Wie umgehen mit den Eurokritikern? CSU-Generalsekretär will AfD "entlarven"
05.07.2014, 11:07 Uhr
CSU-Generalsekretär Scheuer sagt: "Die Bürger erwarten, dass wir mit der AfD ringen."
(Foto: REUTERS)
Unionsfraktionschef Kauder warnt. Doch immer mehr prominente CDU- und CSU-Politiker fordern den argumentativen Schlagabtausch mit der Alternative für Deutschland. Das birgt viele Chancen, aber auch eine große Gefahr.
Die eurokritische Alternative für Deutschland buhlt um enttäuschte Wähler von CDU und CSU. Die Union soll die Truppe durch konsequente Missachtung klein halten. Das verordnet zumindest Unionsfraktionschef Volker Kauder. Doch immer mehr Mitglieder der Schwesterparteien halten diesen Kurs für falsch.
Nach Erika Steinbach und Wolfgang Bosbach schlägt mit CSU-Generalsekretär Andreas Scheuer nun schon ein drittes prominentes Mitglied eine andere Strategie vor. "Wir müssen uns argumentativ mit der AfD auseinandersetzen", sagt er der "Welt". Und dazu gehören für Scheuer auch ausdrücklich Duelle in Talkshows. "Die Bürger erwarten, dass wir mit der AfD ringen. Wir müssen die AfD entlarven als eine Partei, die professoral daherkommt, die Wähler aber für dumm verkaufen will." Schluss sei für ihn bei einer Zusammenarbeit. Die komme nicht in Frage. Laut Scheuer gilt für die Union nach wie vor das Diktum von Franz Josef Strauß: Rechts von der Union darf es keine demokratisch legitimierte Partei geben.
Fraktionschef Kauder hatte sich vor gut einem Monat gegen gemeinsame Auftritte mit der AfD ausgesprochen. "Mit denen möchte ich nicht in Talkshows sitzen", sagte er. Kauder pochte auf eine Linie, wie sie die Union auch bei Rechtsextremen schon angewendet hat. "Ich war Generalsekretär der CDU in Baden-Württemberg, als Mitte der 90er-Jahre die Republikaner in den Landtag eingezogen sind. Ich habe damals großen Wert darauf gelegt, sie in keiner Weise aufzuwerten." Die Rechtsradikalen seien nach zwei Legislaturperioden wieder aus dem Landtag geflogen, weil die CDU ihre Politik vermittelt habe, und sich "nicht mit den Republikanern abgegeben" habe.
Der Feind sitzt links
Die AfD treibt die Union in ein Dilemma: Einerseits fällt es ihr schwer, sie zu ignorieren.

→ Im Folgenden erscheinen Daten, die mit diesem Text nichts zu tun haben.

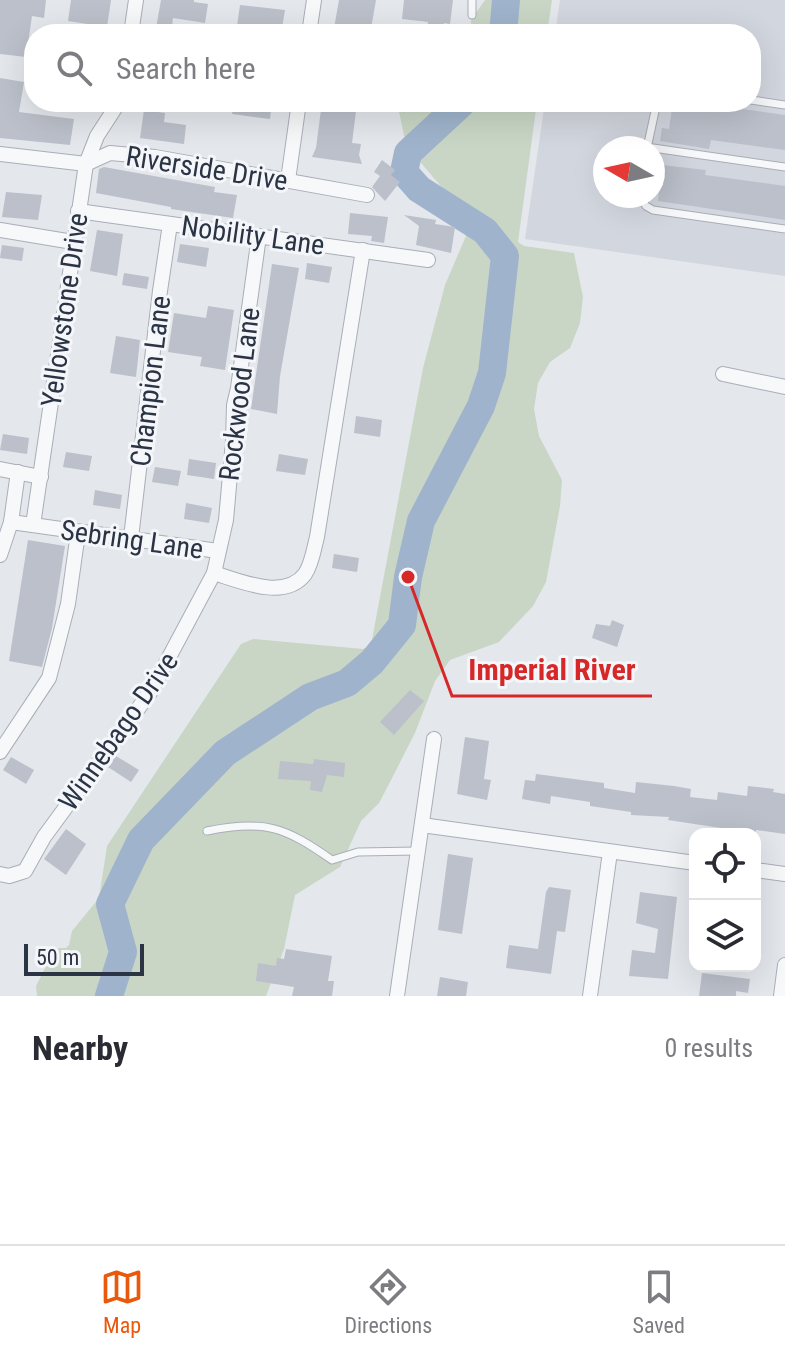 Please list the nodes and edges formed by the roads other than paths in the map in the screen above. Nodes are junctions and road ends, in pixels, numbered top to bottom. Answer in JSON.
{"nodes":[{"id":1,"x":136,"y":0,"type":"edge"},
{"id":2,"x":314,"y":0,"type":"edge"},
{"id":3,"x":472,"y":0,"type":"edge"},
{"id":4,"x":472,"y":15,"type":"dead end"},
{"id":5,"x":132,"y":24,"type":"edge"},
{"id":6,"x":310,"y":24,"type":"edge"},
{"id":7,"x":761,"y":101,"type":"edge"},
{"id":8,"x":785,"y":105,"type":"edge"},
{"id":9,"x":113,"y":112,"type":"edge"},
{"id":10,"x":298,"y":112,"type":"edge"},
{"id":11,"x":655,"y":112,"type":"edge"},
{"id":12,"x":652,"y":136,"type":"edge"},
{"id":13,"x":665,"y":150,"type":"edge"},
{"id":14,"x":0,"y":154,"type":"edge"},
{"id":15,"x":86,"y":164,"type":"junction"},
{"id":16,"x":785,"y":167,"type":"edge"},
{"id":17,"x":288,"y":180,"type":"junction"},
{"id":18,"x":367,"y":195,"type":"dead end"},
{"id":19,"x":650,"y":208,"type":"edge"},
{"id":20,"x":78,"y":211,"type":"junction"},
{"id":21,"x":170,"y":224,"type":"junction"},
{"id":22,"x":785,"y":229,"type":"edge"},
{"id":23,"x":0,"y":230,"type":"edge"},
{"id":24,"x":259,"y":236,"type":"junction"},
{"id":25,"x":73,"y":242,"type":"junction"},
{"id":26,"x":363,"y":250,"type":"junction"},
{"id":27,"x":428,"y":260,"type":"dead end"},
{"id":28,"x":723,"y":374,"type":"dead end"},
{"id":29,"x":785,"y":387,"type":"edge"},
{"id":30,"x":0,"y":469,"type":"edge"},
{"id":31,"x":18,"y":472,"type":"junction"},
{"id":32,"x":41,"y":477,"type":"junction"},
{"id":33,"x":11,"y":522,"type":"junction"},
{"id":34,"x":33,"y":525,"type":"junction"},
{"id":35,"x":78,"y":533,"type":"junction"},
{"id":36,"x":131,"y":538,"type":"junction"},
{"id":37,"x":218,"y":551,"type":"junction"},
{"id":38,"x":0,"y":555,"type":"edge"},
{"id":39,"x":214,"y":573,"type":"junction"},
{"id":40,"x":434,"y":739,"type":"dead end"},
{"id":41,"x":0,"y":752,"type":"edge"},
{"id":42,"x":422,"y":825,"type":"junction"},
{"id":43,"x":207,"y":831,"type":"dead end"},
{"id":44,"x":418,"y":851,"type":"junction"},
{"id":45,"x":610,"y":852,"type":"junction"},
{"id":46,"x":689,"y":862,"type":"edge"},
{"id":47,"x":761,"y":871,"type":"edge"},
{"id":48,"x":785,"y":874,"type":"edge"},
{"id":49,"x":4,"y":875,"type":"edge"},
{"id":50,"x":785,"y":965,"type":"edge"},
{"id":51,"x":397,"y":996,"type":"edge"},
{"id":52,"x":590,"y":996,"type":"edge"},
{"id":53,"x":781,"y":996,"type":"edge"}],
"edges":[{"from":1,"to":5,"type":"street"},
{"from":2,"to":6,"type":"street"},
{"from":3,"to":4,"type":"lane"},
{"from":7,"to":8,"type":"lane"},
{"from":9,"to":15,"type":"street","name":"Yellowstone Drive"},
{"from":10,"to":17,"type":"street"},
{"from":11,"to":12,"type":"lane"},
{"from":13,"to":16,"type":"lane"},
{"from":14,"to":15,"type":"street","name":"Riverside Drive"},
{"from":15,"to":17,"type":"street","name":"Riverside Drive"},
{"from":15,"to":20,"type":"street","name":"Yellowstone Drive"},
{"from":17,"to":18,"type":"street","name":"Riverside Drive"},
{"from":19,"to":22,"type":"lane"},
{"from":20,"to":21,"type":"street","name":"Nobility Lane"},
{"from":20,"to":25,"type":"street","name":"Yellowstone Drive"},
{"from":21,"to":24,"type":"street","name":"Nobility Lane"},
{"from":21,"to":36,"type":"street","name":"Champion Lane"},
{"from":23,"to":25,"type":"street"},
{"from":24,"to":26,"type":"street","name":"Nobility Lane"},
{"from":24,"to":37,"type":"street","name":"Rockwood Lane"},
{"from":25,"to":32,"type":"street","name":"Yellowstone Drive"},
{"from":26,"to":27,"type":"street","name":"Nobility Lane"},
{"from":26,"to":39,"type":"street","name":"Sebring Lane"},
{"from":28,"to":29,"type":"street"},
{"from":30,"to":31,"type":"street"},
{"from":31,"to":32,"type":"street"},
{"from":31,"to":33,"type":"street"},
{"from":32,"to":34,"type":"street","name":"Yellowstone Drive"},
{"from":33,"to":34,"type":"street","name":"Sebring Lane"},
{"from":33,"to":38,"type":"street"},
{"from":34,"to":35,"type":"street","name":"Sebring Lane"},
{"from":35,"to":36,"type":"street","name":"Sebring Lane"},
{"from":35,"to":41,"type":"street"},
{"from":36,"to":37,"type":"street","name":"Sebring Lane"},
{"from":37,"to":39,"type":"street","name":"Sebring Lane"},
{"from":39,"to":49,"type":"street","name":"Winnebago Drive"},
{"from":40,"to":42,"type":"street"},
{"from":42,"to":44,"type":"street"},
{"from":42,"to":45,"type":"street"},
{"from":43,"to":44,"type":"lane"},
{"from":44,"to":51,"type":"street"},
{"from":45,"to":46,"type":"street"},
{"from":45,"to":52,"type":"street"},
{"from":47,"to":48,"type":"street"},
{"from":50,"to":53,"type":"street"}]}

Republikaner und NPD sind gesellschaftlich tabuisiert, bei ihnen war die Strategie sie zu missachten immer wieder ein Erfolg. Die Wahlergebnisse der AfD deuten allerdings an, dass diese Partei womöglich nicht einfach wieder verschwindet oder unter die Wahrnehmungsschwelle fällt, nur weil die großen Parteien nicht über sie reden.

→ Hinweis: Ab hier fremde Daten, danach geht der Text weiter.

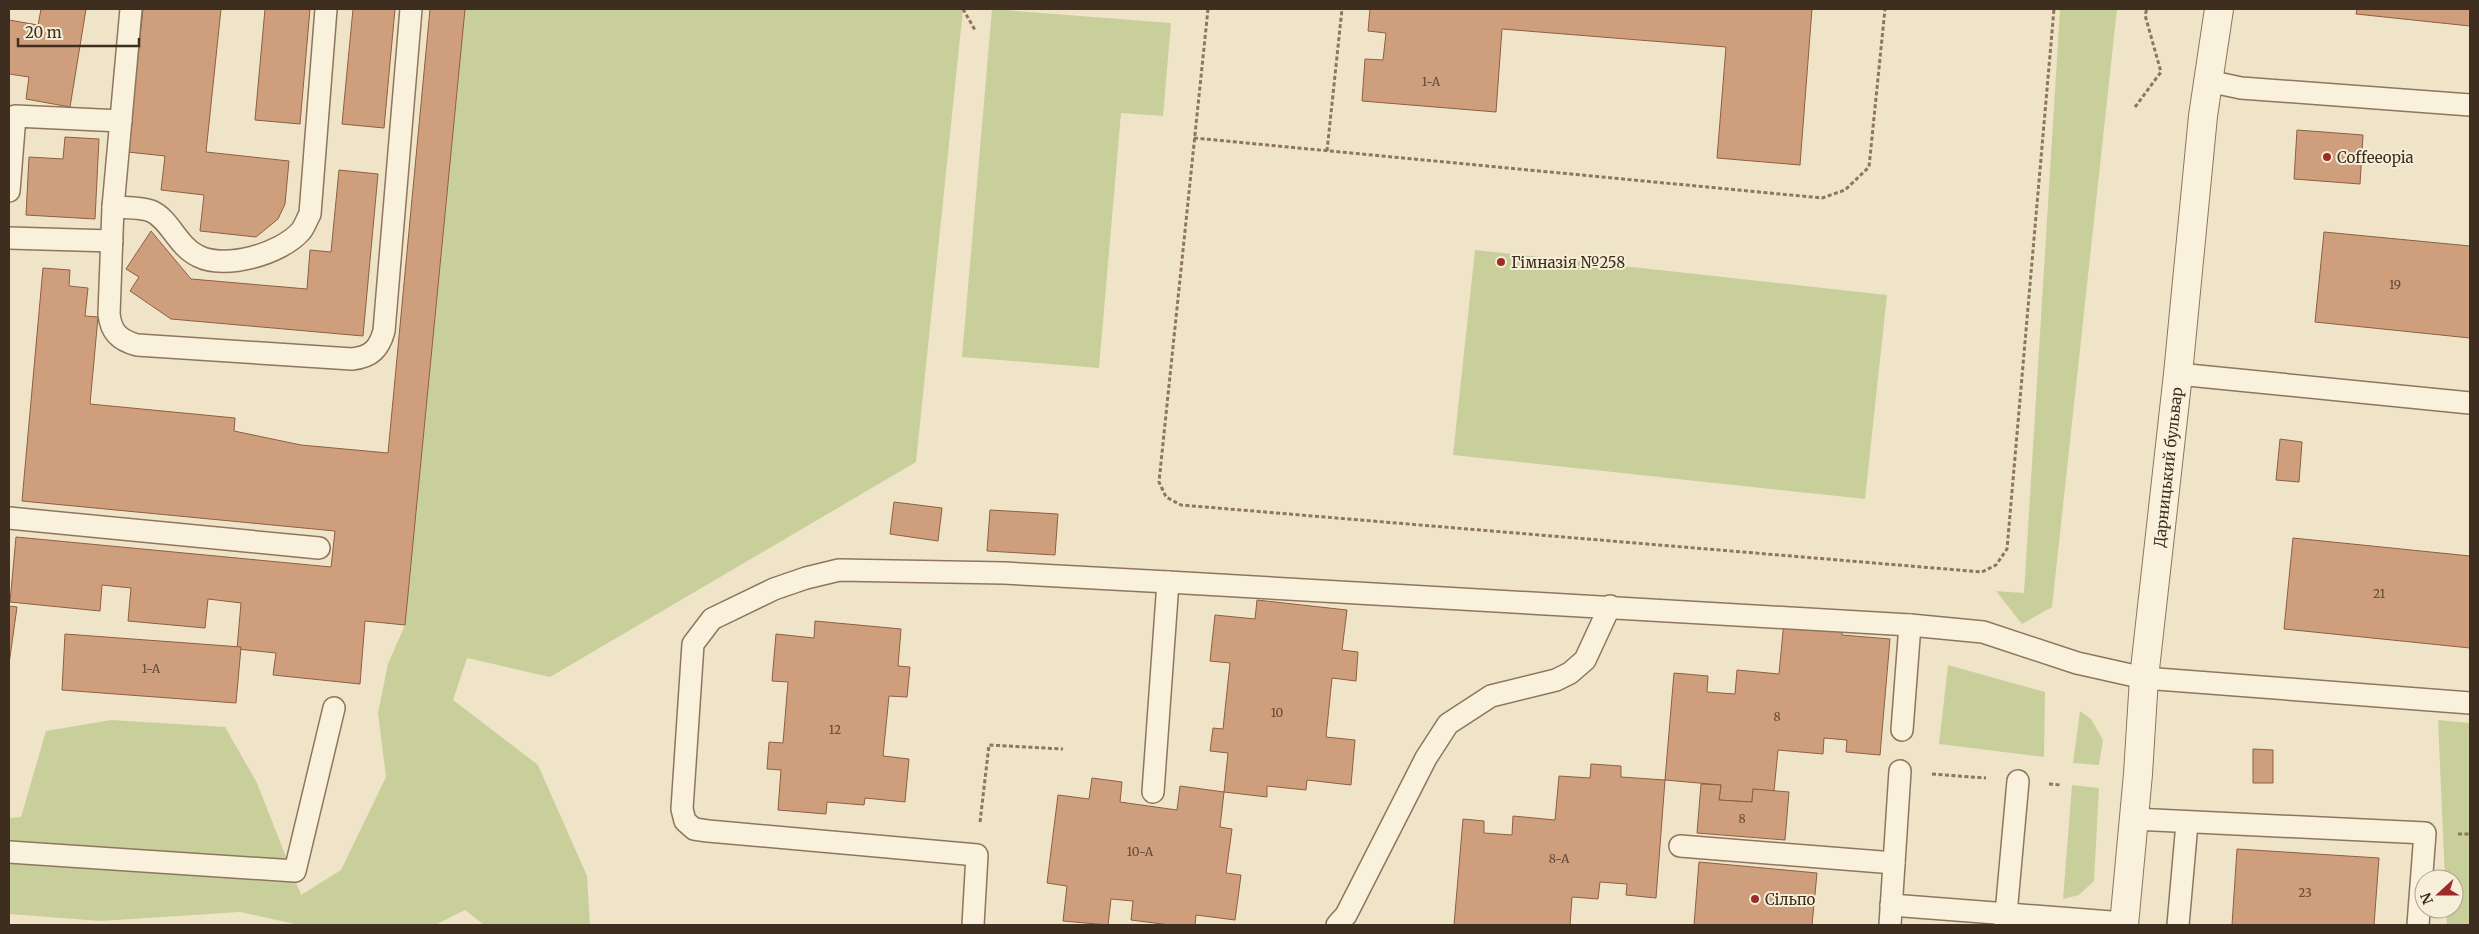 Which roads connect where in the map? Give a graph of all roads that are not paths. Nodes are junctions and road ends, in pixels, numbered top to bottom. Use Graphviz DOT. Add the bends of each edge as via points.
graph roads {
  1 [pos="131,9"];
  2 [pos="326,9"];
  3 [pos="412,9"];
  4 [pos="2219,9"];
  5 [pos="2208,81"];
  6 [pos="2470,104"];
  7 [pos="12,113"];
  8 [pos="121,121"];
  9 [pos="9,191"];
  10 [pos="113,207"];
  11 [pos="9,238"];
  12 [pos="112,241"];
  13 [pos="2178,374"];
  14 [pos="2470,403"];
  15 [pos="9,518"];
  16 [pos="319,548"];
  17 [pos="1168,582"];
  18 [pos="1610,606"];
  19 [pos="1910,625"];
  20 [pos="2144,678"];
  21 [pos="2470,703"];
  22 [pos="334,708"];
  23 [pos="1902,730"];
  24 [pos="1900,771"];
  25 [pos="2018,781"];
  26 [pos="1153,792"];
  27 [pos="2134,820"];
  28 [pos="2187,822"];
  29 [pos="1680,846"];
  30 [pos="9,852"];
  31 [pos="1894,863"];
  32 [pos="1890,915"];
  33 [pos="2124,924"];
  34 [pos="973,925"];
  35 [pos="1337,925"];
  36 [pos="2005,925"];
  37 [pos="2178,925"];
  38 [pos="2418,925"];
  1 -- 8 [label="lane"];
  2 -- 10 [label="lane" via="310,214 300,231 280,246 253,258 221,261 198,257 179,242 152,211"];
  3 -- 12 [label="lane" via="384,332 374,352 364,358 352,359 126,342 110,325"];
  4 -- 5 [label="street, Дарницький бульвар"];
  5 -- 6 [label="lane" via="2241,88"];
  5 -- 13 [label="street, Дарницький бульвар"];
  7 -- 8 [label="lane"];
  7 -- 9 [label="lane"];
  8 -- 10 [label="lane"];
  10 -- 12 [label="lane"];
  11 -- 12 [label="lane"];
  13 -- 14 [label="lane"];
  13 -- 20 [label="street, Дарницький бульвар"];
  15 -- 16 [label="lane"];
  17 -- 18 [label="lane"];
  17 -- 26 [label="lane"];
  17 -- 34 [label="lane" via="1004,573 838,570 774,589 712,619 694,644 682,809 685,822 708,831 977,855"];
  18 -- 19 [label="lane"];
  18 -- 35 [label="lane" via="1584,660 1570,674 1491,696 1448,724 1426,758 1346,915"];
  19 -- 20 [label="lane" via="1983,632 2077,663"];
  19 -- 23 [label="lane"];
  20 -- 21 [label="lane"];
  20 -- 27 [label="street, Дарницький бульвар"];
  22 -- 30 [label="lane" via="294,871"];
  24 -- 31 [label="lane"];
  25 -- 36 [label="lane"];
  27 -- 28 [label="lane"];
  27 -- 33 [label="street, Дарницький бульвар"];
  28 -- 37 [label="lane"];
  28 -- 38 [label="lane" via="2425,832"];
  29 -- 31 [label="lane"];
  31 -- 32 [label="lane"];
  32 -- 33 [label="lane"];
}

Andererseits birgt es für die Union viele Gefahren, sich mit der AfD auseinanderzusetzen, vor allem in Talkshows, da dort oft die Zeit für tiefschürfende inhaltliche Debatten fehlt: Lässt sie sich trotzdem darauf ein, könnte am Ende der Eindruck entstehen, dass es unter Angela Merkel sehr wohl Platz für eine Partei rechts der Union gibt. Vor kaum zwei Wochen brach der CDU-Innenexperte Bosbach mit Kauders Missachtungsstrategie. Er saß zusammen mit AfD-Spitzenpolitiker Bernd Lucke auf dem Podium beim Tag des deutschen Familienunternehmens. Ihm gelang es nicht, Lucke zu "entlarven". Die beiden gaben sich einer unaufgeregten Debatte hin, in inhaltliche Tiefen, die Unterschiede deutlich gemacht hätten, drangen sie kaum vor. Vielmehr traten Gemeinsamkeiten hervor. Der politische Feind saß offensichtlich anderswo: Einen Platz weiter links und er hieß Gregor Gysi.